CHESTNUT HILL, Mass. – There is a lot of reason for optimism with Dartmouth, and two straight recruiting classes like the ones they have pulled in will make that happen. But what usually happens at first is youth being served, as well as growing pains, and it is quite clear that this group is going through that right now as they head home with a 2-9 record after Monday’s 79-58 loss at Boston College.

Dartmouth is young, with just one junior and a little-used senior on the roster. The core of this team for the present and foreseeable future will be the recruiting classes of the past two years. The young players come with plenty of talent, but rarely does that translate into instant success. With a challenging, road-heavy non-league slate, they have also been humbled in their introduction to college basketball. However, this team also shapes up as one that other Ivy League teams will not want to play in February. It wouldn’t be a surprise to see them knock off a contending team at home sometime in the final weeks of the regular season.

But getting to that point won’t be easy, and head coach Paul Cormier has laid out the challenge to them.

“You grow from these experiences,” said Cormier. “Right now, we’re 2-9, and our attitude has to be based on that being 10 percent – 10 percent of where you go from here is what’s happened to you, 90 percent of it is what you make of it.”

There are plenty of pieces on this team, and you can see that looking at Monday’s lineup. The only upperclassman to start was junior Tyler Melville. Alex Mitola will probably be a four-year starting point guard when it’s all said and done, and he currently leads the team in scoring. He has to get stronger and has an unorthodox shooting stroke, but lately he has been hitting a higher percentage of shots. There are some little things he has to learn as well, and there is reason to believe he will.
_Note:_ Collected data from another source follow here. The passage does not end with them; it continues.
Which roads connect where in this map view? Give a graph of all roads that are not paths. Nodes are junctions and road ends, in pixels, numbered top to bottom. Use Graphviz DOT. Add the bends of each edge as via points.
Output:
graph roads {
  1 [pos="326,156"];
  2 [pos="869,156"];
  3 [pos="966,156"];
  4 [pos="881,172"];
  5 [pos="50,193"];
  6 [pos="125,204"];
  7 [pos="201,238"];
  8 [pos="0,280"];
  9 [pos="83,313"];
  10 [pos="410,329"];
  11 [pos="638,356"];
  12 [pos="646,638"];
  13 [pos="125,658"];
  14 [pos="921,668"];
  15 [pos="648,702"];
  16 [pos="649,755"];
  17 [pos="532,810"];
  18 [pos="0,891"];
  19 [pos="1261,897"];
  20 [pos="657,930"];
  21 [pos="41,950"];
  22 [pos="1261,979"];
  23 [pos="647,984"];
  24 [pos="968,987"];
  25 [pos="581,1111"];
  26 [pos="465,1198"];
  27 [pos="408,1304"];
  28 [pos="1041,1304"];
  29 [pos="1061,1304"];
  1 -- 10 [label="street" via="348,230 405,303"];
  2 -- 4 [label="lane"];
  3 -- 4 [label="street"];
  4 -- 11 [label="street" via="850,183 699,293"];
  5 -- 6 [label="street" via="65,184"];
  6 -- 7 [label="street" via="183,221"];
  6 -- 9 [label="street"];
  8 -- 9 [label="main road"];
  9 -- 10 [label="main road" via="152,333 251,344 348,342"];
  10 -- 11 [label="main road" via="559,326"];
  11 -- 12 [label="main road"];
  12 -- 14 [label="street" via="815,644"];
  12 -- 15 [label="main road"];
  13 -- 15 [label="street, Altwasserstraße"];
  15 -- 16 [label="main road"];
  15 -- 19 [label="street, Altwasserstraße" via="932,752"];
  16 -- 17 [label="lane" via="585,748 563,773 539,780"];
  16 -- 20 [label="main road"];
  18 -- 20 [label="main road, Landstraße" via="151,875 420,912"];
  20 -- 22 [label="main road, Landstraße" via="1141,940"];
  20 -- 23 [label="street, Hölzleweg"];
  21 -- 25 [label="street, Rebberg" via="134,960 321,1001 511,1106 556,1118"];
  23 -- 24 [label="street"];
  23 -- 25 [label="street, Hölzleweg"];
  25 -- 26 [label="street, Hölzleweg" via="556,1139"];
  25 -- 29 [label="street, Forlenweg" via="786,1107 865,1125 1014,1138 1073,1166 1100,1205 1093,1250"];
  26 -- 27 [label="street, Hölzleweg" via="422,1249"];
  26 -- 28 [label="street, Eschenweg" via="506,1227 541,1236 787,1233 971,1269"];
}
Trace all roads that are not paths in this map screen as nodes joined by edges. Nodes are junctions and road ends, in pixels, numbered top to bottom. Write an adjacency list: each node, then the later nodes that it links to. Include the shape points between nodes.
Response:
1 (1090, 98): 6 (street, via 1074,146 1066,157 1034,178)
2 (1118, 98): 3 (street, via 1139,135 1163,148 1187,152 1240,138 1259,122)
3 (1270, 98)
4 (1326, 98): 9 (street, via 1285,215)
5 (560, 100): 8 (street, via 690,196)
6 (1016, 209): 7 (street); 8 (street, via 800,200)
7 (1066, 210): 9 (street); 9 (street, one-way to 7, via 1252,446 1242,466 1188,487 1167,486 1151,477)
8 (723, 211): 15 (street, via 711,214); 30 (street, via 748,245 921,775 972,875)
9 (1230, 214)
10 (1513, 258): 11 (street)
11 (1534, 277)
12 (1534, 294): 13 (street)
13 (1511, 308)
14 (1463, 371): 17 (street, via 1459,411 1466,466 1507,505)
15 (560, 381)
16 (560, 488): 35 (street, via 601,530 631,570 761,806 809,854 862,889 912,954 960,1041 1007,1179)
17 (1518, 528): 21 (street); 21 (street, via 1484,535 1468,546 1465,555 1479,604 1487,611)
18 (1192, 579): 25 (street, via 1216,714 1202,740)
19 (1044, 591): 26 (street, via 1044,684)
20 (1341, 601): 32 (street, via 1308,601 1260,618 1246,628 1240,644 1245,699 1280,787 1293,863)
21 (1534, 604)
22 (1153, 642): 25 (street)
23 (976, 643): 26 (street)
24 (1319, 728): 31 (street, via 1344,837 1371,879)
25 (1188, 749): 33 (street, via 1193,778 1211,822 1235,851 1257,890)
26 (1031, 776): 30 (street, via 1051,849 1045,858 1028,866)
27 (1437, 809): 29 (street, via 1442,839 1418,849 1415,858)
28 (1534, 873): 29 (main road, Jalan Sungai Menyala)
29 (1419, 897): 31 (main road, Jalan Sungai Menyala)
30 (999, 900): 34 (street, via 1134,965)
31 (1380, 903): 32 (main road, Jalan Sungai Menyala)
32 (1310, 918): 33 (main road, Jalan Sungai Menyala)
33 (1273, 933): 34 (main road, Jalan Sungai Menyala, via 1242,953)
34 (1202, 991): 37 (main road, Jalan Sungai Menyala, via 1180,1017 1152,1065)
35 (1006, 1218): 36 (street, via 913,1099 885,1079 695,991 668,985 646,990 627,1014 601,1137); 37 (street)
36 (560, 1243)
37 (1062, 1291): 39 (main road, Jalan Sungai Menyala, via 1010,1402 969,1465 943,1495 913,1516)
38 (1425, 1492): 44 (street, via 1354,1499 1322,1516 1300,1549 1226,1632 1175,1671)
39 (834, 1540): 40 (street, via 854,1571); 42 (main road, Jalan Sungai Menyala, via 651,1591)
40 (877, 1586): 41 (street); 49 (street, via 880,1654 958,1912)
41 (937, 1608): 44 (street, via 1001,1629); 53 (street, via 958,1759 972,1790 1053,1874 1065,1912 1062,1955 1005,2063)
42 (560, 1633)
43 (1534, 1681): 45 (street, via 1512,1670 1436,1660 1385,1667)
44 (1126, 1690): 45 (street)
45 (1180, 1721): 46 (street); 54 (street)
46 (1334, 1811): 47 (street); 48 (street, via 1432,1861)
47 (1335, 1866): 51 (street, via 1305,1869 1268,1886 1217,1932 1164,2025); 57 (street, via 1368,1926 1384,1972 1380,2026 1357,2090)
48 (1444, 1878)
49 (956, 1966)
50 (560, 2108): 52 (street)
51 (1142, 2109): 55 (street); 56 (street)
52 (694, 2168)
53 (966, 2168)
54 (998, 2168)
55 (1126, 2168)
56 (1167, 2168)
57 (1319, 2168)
“He’s starting to come into his own,” said Cormier. “He obviously needs some strength. Sometimes I think he goes around contact – if there’s a hard hedge, rather than challenging it, going into it and tapping the top shoulder like we talk about and getting a foul, he tries to go around it and takes us out of offense.”

What needs to happen now is growth from an intangible standpoint and some consistency among the players. Cormier said there are about 4-5 players right now he feels he can hang his hat on, and he likes the others but hasn’t seen enough consistency out of them yet. The inconsistency even happens in practice since the players have yet to fully realize that is a necessary component to being able to compete. The ability isn’t in question, just the realization of what it takes. Their opposite number on Monday went through these kinds of growing pains last year and some of this year as well.

Forward Connor Boehm has been playing well of late and had 16 points and eight boards on Monday. Gabas Maldunas didn’t start on Monday but is unquestionably a key piece, as he has plenty of talent and fundamentals but has been inconsistent. Classmates Jvonte Brooks and John Golden, the latter of whom is close to being a third double-digit scorer, are showing progress although Brooks got into some early foul trouble on Monday. Freshman point guard Malik Gill has taken better care of the ball of late, while classmate Tommy Carpenter is very versatile but missed two games recently due to injury.

Dartmouth concluded a stretch of eight straight games on the road, and ahead are four straight at home. The Big Green won just one game in that stretch, but have a chance to get a little momentum before Ivy League play with the home stretch that includes the Ivy opener against Harvard on January 12. If they start to turn a corner with this home stretch, they will be a tough out in February and March.

This group is probably a year or so away from contending in the Ivy League. It won’t be a matter of simply getting older, as they will need to mature as well as get older. How they grow and fare the rest of this season will give an idea of what this team’s ceiling may be next year, as the growing pains and lessons on how to win in college continue.